→ Aim of the task: Retype the listing below, keeping every line the same.

━━ Given information ━━

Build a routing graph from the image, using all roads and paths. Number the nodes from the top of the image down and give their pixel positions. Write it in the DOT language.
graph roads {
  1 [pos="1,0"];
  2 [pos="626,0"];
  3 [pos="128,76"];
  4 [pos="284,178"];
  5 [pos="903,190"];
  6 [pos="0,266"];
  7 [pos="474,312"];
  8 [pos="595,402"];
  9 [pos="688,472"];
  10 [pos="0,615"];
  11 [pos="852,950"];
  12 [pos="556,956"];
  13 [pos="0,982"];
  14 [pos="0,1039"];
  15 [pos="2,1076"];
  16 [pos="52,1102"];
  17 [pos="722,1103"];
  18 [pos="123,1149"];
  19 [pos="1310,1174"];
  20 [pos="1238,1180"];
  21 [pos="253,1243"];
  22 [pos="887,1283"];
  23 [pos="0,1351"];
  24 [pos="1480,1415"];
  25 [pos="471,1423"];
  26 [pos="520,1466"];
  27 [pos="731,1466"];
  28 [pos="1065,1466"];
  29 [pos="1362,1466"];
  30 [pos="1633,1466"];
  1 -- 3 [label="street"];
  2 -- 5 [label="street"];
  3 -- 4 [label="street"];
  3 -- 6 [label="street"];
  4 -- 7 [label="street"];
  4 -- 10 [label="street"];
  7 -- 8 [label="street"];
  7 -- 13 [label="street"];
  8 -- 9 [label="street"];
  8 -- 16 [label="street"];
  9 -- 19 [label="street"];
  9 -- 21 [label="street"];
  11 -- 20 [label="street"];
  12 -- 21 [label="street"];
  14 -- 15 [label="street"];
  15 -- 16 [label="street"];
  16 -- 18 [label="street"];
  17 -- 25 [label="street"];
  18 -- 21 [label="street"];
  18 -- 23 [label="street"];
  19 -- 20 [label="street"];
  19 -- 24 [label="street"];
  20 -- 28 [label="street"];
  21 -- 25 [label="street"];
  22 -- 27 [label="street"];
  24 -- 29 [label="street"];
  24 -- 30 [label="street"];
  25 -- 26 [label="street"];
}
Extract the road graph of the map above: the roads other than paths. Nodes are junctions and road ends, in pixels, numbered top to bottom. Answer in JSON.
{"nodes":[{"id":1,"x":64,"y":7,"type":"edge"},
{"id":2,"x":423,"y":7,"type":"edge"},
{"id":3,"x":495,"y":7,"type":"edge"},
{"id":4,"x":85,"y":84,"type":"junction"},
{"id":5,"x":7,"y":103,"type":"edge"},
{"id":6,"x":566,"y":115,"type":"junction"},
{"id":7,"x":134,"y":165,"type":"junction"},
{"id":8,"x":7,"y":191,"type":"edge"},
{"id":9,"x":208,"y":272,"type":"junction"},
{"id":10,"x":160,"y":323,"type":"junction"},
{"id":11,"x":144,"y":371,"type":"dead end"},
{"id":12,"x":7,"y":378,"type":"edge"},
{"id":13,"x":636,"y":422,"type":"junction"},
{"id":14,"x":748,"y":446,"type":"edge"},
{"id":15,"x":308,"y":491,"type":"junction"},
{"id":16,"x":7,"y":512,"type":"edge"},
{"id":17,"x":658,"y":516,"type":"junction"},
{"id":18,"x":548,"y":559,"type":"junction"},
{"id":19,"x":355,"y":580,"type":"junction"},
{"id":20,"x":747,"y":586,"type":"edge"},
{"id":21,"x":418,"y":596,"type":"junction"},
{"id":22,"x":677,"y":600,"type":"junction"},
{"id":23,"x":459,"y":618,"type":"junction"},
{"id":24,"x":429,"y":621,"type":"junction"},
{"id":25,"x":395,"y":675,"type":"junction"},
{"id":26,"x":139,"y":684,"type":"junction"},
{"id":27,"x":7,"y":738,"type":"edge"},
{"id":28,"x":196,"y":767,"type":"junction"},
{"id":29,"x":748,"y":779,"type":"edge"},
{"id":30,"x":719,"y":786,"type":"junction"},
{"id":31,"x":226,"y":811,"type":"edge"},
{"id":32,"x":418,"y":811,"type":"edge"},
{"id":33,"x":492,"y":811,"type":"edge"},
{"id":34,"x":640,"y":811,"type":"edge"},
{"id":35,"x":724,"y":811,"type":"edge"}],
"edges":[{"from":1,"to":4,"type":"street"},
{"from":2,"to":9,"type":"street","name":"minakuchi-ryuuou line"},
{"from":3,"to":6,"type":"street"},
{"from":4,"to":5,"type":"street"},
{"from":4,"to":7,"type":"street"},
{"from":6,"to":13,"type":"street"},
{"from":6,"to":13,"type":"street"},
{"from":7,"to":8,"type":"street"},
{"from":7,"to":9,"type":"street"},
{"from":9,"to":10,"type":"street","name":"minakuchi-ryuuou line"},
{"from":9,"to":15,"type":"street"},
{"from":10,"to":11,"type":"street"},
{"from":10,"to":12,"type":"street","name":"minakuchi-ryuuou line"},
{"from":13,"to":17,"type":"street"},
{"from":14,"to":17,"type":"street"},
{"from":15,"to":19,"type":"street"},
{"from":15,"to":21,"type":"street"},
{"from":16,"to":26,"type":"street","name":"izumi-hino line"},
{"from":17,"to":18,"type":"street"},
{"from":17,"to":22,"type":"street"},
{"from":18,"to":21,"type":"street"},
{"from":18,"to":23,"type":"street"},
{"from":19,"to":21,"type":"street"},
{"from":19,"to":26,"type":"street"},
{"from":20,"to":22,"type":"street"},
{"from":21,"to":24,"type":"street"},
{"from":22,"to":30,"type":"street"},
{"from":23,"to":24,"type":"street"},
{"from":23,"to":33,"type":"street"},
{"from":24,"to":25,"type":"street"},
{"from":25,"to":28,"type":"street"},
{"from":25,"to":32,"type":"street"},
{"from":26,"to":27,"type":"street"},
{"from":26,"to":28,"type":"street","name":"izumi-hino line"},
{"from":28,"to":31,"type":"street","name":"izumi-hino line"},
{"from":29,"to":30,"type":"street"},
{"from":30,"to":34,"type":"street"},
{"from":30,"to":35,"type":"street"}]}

━━━

→ Output for this exercise:
Build a routing graph from the image, using all roads and paths. Number the nodes from the top of the image down and give their pixel positions. Write it in the DOT language.
graph roads {
  1 [pos="1,0"];
  2 [pos="626,0"];
  3 [pos="128,76"];
  4 [pos="284,178"];
  5 [pos="903,190"];
  6 [pos="0,266"];
  7 [pos="474,312"];
  8 [pos="595,402"];
  9 [pos="688,472"];
  10 [pos="0,615"];
  11 [pos="852,950"];
  12 [pos="556,956"];
  13 [pos="0,982"];
  14 [pos="0,1039"];
  15 [pos="2,1076"];
  16 [pos="52,1102"];
  17 [pos="722,1103"];
  18 [pos="123,1149"];
  19 [pos="1310,1174"];
  20 [pos="1238,1180"];
  21 [pos="253,1243"];
  22 [pos="887,1283"];
  23 [pos="0,1351"];
  24 [pos="1480,1415"];
  25 [pos="471,1423"];
  26 [pos="520,1466"];
  27 [pos="731,1466"];
  28 [pos="1065,1466"];
  29 [pos="1362,1466"];
  30 [pos="1633,1466"];
  1 -- 3 [label="street"];
  2 -- 5 [label="street"];
  3 -- 4 [label="street"];
  3 -- 6 [label="street"];
  4 -- 7 [label="street"];
  4 -- 10 [label="street"];
  7 -- 8 [label="street"];
  7 -- 13 [label="street"];
  8 -- 9 [label="street"];
  8 -- 16 [label="street"];
  9 -- 19 [label="street"];
  9 -- 21 [label="street"];
  11 -- 20 [label="street"];
  12 -- 21 [label="street"];
  14 -- 15 [label="street"];
  15 -- 16 [label="street"];
  16 -- 18 [label="street"];
  17 -- 25 [label="street"];
  18 -- 21 [label="street"];
  18 -- 23 [label="street"];
  19 -- 20 [label="street"];
  19 -- 24 [label="street"];
  20 -- 28 [label="street"];
  21 -- 25 [label="street"];
  22 -- 27 [label="street"];
  24 -- 29 [label="street"];
  24 -- 30 [label="street"];
  25 -- 26 [label="street"];
}
Extract the road graph of the map above: the roads other than paths. Nodes are junctions and road ends, in pixels, numbered top to bottom. Answer in JSON.
{"nodes":[{"id":1,"x":64,"y":7,"type":"edge"},
{"id":2,"x":423,"y":7,"type":"edge"},
{"id":3,"x":495,"y":7,"type":"edge"},
{"id":4,"x":85,"y":84,"type":"junction"},
{"id":5,"x":7,"y":103,"type":"edge"},
{"id":6,"x":566,"y":115,"type":"junction"},
{"id":7,"x":134,"y":165,"type":"junction"},
{"id":8,"x":7,"y":191,"type":"edge"},
{"id":9,"x":208,"y":272,"type":"junction"},
{"id":10,"x":160,"y":323,"type":"junction"},
{"id":11,"x":144,"y":371,"type":"dead end"},
{"id":12,"x":7,"y":378,"type":"edge"},
{"id":13,"x":636,"y":422,"type":"junction"},
{"id":14,"x":748,"y":446,"type":"edge"},
{"id":15,"x":308,"y":491,"type":"junction"},
{"id":16,"x":7,"y":512,"type":"edge"},
{"id":17,"x":658,"y":516,"type":"junction"},
{"id":18,"x":548,"y":559,"type":"junction"},
{"id":19,"x":355,"y":580,"type":"junction"},
{"id":20,"x":747,"y":586,"type":"edge"},
{"id":21,"x":418,"y":596,"type":"junction"},
{"id":22,"x":677,"y":600,"type":"junction"},
{"id":23,"x":459,"y":618,"type":"junction"},
{"id":24,"x":429,"y":621,"type":"junction"},
{"id":25,"x":395,"y":675,"type":"junction"},
{"id":26,"x":139,"y":684,"type":"junction"},
{"id":27,"x":7,"y":738,"type":"edge"},
{"id":28,"x":196,"y":767,"type":"junction"},
{"id":29,"x":748,"y":779,"type":"edge"},
{"id":30,"x":719,"y":786,"type":"junction"},
{"id":31,"x":226,"y":811,"type":"edge"},
{"id":32,"x":418,"y":811,"type":"edge"},
{"id":33,"x":492,"y":811,"type":"edge"},
{"id":34,"x":640,"y":811,"type":"edge"},
{"id":35,"x":724,"y":811,"type":"edge"}],
"edges":[{"from":1,"to":4,"type":"street"},
{"from":2,"to":9,"type":"street","name":"minakuchi-ryuuou line"},
{"from":3,"to":6,"type":"street"},
{"from":4,"to":5,"type":"street"},
{"from":4,"to":7,"type":"street"},
{"from":6,"to":13,"type":"street"},
{"from":6,"to":13,"type":"street"},
{"from":7,"to":8,"type":"street"},
{"from":7,"to":9,"type":"street"},
{"from":9,"to":10,"type":"street","name":"minakuchi-ryuuou line"},
{"from":9,"to":15,"type":"street"},
{"from":10,"to":11,"type":"street"},
{"from":10,"to":12,"type":"street","name":"minakuchi-ryuuou line"},
{"from":13,"to":17,"type":"street"},
{"from":14,"to":17,"type":"street"},
{"from":15,"to":19,"type":"street"},
{"from":15,"to":21,"type":"street"},
{"from":16,"to":26,"type":"street","name":"izumi-hino line"},
{"from":17,"to":18,"type":"street"},
{"from":17,"to":22,"type":"street"},
{"from":18,"to":21,"type":"street"},
{"from":18,"to":23,"type":"street"},
{"from":19,"to":21,"type":"street"},
{"from":19,"to":26,"type":"street"},
{"from":20,"to":22,"type":"street"},
{"from":21,"to":24,"type":"street"},
{"from":22,"to":30,"type":"street"},
{"from":23,"to":24,"type":"street"},
{"from":23,"to":33,"type":"street"},
{"from":24,"to":25,"type":"street"},
{"from":25,"to":28,"type":"street"},
{"from":25,"to":32,"type":"street"},
{"from":26,"to":27,"type":"street"},
{"from":26,"to":28,"type":"street","name":"izumi-hino line"},
{"from":28,"to":31,"type":"street","name":"izumi-hino line"},
{"from":29,"to":30,"type":"street"},
{"from":30,"to":34,"type":"street"},
{"from":30,"to":35,"type":"street"}]}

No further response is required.